WHAT? Now I was sure there’s something going on in Islamabad, which none of us would be expecting. The summary was moved this morning, and was not only confirmed by our source in PM secretariat, but also couple of senior journalists who cover Parliament since long. We were, unofficially though, confirmed by all these sources that the summary has been faxed to the Presidency at around 11 – 11:30 am. And now Speaker’s Chamber tells us there was no plan for holding the session! What it could be? Despite my repeated attempts to call PML-N mid-level leadership, I could not get them. Confused and disappointed I tried to focus on what I was writing. And heck. There was the ticker going under the newscaster telling that the Session was postponed!

Whatever had happened must be disastrous, I thought. Pakhtunkhwah? But no, only this late morning, an internal meeting of PML-N had unanimously decided to vote for Pakhtunkhwah, according to a private news channel. Then what? The riddle soon was solved by Mian Nawaz Sharif, the Quaid of Muslim League Nawaz who held a press conference at 6 pm only to tell people that his party did not agree with the constitutional amendments the Committee for Constitutional Reforms (CCR) had come up with.

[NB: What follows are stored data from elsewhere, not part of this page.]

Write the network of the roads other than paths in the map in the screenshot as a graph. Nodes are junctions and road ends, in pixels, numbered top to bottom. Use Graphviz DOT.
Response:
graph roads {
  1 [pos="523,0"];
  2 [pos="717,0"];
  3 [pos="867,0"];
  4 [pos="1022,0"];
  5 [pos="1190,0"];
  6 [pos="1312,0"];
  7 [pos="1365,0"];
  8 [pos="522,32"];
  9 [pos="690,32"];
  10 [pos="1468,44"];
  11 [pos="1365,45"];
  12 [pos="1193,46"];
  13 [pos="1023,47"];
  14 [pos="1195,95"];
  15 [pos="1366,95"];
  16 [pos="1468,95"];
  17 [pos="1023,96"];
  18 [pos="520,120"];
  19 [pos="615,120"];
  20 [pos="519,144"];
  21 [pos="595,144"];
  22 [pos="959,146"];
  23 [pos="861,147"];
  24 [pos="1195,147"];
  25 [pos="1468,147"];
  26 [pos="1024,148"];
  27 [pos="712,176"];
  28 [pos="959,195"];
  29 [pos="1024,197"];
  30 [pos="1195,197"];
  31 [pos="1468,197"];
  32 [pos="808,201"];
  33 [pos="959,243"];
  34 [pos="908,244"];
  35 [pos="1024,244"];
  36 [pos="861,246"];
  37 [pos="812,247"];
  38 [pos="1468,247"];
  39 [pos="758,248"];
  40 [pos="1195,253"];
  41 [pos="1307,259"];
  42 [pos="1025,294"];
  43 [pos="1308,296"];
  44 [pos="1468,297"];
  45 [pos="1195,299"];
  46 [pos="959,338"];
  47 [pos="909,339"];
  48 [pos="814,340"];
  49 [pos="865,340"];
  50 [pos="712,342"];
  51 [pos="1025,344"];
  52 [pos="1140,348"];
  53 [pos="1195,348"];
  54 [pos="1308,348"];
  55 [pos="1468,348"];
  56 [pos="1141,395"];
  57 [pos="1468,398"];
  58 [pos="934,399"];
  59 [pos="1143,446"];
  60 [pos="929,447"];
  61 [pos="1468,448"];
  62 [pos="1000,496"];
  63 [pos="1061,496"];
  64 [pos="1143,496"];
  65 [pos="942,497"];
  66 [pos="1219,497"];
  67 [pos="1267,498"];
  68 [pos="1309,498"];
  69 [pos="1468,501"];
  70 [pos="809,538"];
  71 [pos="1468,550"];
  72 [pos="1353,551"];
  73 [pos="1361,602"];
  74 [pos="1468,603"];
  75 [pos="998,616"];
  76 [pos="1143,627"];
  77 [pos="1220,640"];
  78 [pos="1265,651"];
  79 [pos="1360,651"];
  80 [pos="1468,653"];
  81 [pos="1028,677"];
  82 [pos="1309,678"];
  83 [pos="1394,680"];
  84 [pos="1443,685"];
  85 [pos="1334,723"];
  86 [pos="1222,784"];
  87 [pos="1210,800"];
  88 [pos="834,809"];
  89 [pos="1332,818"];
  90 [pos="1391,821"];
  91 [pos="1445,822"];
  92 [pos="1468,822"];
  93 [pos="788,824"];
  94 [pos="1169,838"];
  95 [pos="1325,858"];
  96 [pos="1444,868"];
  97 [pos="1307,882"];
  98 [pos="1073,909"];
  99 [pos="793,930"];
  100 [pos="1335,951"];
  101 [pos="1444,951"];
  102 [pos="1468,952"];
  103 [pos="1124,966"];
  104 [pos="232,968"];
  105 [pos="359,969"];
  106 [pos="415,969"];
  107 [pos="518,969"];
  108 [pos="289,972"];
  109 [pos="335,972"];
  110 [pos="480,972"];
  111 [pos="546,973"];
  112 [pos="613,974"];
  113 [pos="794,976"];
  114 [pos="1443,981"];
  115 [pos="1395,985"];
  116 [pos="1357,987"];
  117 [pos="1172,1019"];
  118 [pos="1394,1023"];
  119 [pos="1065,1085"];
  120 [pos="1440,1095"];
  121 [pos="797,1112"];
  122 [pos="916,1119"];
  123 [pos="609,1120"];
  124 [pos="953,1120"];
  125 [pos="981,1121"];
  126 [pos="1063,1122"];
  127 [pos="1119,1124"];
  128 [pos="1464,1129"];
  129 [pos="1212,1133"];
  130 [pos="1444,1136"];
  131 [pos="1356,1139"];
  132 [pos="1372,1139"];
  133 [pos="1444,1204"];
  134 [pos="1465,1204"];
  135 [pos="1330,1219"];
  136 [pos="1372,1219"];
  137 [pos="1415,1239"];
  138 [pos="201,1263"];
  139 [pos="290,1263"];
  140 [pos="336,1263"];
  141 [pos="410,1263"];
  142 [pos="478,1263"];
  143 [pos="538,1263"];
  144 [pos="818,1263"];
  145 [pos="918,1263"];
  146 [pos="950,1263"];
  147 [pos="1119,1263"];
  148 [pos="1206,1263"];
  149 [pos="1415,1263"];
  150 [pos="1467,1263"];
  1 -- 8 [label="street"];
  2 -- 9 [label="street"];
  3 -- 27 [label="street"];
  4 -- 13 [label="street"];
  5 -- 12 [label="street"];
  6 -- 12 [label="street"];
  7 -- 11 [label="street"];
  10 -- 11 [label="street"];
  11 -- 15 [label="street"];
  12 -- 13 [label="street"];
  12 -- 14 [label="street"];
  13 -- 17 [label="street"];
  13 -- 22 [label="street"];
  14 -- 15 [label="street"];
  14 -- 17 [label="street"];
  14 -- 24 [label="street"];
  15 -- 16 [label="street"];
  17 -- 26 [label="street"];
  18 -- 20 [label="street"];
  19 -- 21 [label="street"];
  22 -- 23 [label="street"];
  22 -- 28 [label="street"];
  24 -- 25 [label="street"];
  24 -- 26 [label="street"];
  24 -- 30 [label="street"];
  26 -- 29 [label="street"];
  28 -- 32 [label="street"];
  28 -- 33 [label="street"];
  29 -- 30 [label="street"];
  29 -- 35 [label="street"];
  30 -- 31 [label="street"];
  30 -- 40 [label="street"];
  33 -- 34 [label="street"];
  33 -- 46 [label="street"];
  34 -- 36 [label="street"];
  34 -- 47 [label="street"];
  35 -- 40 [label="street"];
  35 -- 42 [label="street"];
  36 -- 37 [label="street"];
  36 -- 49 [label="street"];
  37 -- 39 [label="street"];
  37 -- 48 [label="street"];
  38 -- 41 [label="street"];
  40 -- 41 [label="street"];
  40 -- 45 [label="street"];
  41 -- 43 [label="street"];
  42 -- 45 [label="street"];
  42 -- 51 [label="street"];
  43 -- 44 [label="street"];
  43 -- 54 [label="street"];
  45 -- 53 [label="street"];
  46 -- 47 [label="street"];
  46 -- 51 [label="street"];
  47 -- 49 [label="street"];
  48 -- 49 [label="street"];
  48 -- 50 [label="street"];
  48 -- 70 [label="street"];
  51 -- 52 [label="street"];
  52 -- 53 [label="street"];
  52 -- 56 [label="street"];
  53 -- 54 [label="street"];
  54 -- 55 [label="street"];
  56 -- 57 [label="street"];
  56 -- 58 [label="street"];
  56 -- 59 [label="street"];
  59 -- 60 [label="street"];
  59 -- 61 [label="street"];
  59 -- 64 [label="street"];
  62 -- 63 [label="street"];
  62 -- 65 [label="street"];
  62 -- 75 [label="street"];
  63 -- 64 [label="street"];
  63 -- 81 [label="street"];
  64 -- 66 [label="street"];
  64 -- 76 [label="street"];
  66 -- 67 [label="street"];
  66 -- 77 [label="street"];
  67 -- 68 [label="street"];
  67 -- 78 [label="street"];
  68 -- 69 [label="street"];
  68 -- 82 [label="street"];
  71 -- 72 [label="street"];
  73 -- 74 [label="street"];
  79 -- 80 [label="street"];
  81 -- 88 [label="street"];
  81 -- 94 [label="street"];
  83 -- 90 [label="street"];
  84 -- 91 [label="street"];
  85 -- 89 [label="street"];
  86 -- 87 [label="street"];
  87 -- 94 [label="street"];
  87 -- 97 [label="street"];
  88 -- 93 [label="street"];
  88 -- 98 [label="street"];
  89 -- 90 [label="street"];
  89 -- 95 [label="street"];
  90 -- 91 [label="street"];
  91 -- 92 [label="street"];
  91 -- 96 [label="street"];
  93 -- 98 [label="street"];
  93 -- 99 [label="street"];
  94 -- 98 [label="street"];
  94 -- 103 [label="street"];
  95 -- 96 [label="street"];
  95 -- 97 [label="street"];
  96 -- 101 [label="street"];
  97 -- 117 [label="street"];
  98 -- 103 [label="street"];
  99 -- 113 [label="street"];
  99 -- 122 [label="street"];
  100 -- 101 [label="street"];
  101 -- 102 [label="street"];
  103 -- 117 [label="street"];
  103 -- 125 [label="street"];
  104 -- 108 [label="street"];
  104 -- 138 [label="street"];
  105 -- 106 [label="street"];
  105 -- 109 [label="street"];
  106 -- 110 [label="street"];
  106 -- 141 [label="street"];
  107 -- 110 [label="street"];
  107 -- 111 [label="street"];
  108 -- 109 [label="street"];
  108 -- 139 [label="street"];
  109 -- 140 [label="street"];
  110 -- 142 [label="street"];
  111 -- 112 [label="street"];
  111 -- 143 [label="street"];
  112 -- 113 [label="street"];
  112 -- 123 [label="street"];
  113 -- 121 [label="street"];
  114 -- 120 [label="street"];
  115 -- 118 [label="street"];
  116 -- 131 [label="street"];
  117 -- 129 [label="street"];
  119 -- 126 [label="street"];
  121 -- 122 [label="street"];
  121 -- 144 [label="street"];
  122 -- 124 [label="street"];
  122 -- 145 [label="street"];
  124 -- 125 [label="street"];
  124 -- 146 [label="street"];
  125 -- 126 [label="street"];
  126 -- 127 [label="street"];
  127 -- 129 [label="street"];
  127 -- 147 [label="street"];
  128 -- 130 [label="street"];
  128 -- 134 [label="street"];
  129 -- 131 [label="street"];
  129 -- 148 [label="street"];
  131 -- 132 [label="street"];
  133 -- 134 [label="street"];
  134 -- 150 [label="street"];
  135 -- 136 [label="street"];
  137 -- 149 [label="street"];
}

Little did he care for the questions he was evading, that arose from this sudden U-turn. The bizarreness of his pretexts to go back on his own words was so obvious and ugly that one was left wondering about how opportunist Pakistan’s politics had become! Thanks to the frequently coming boots, with the pet food they bring for shortsighted politicians, who are now completely unable to think beyond their petty personal interest.

What I did not understand from Mian sahib’s long face and sore argument, is not one point. Its a whole host of factors that come in.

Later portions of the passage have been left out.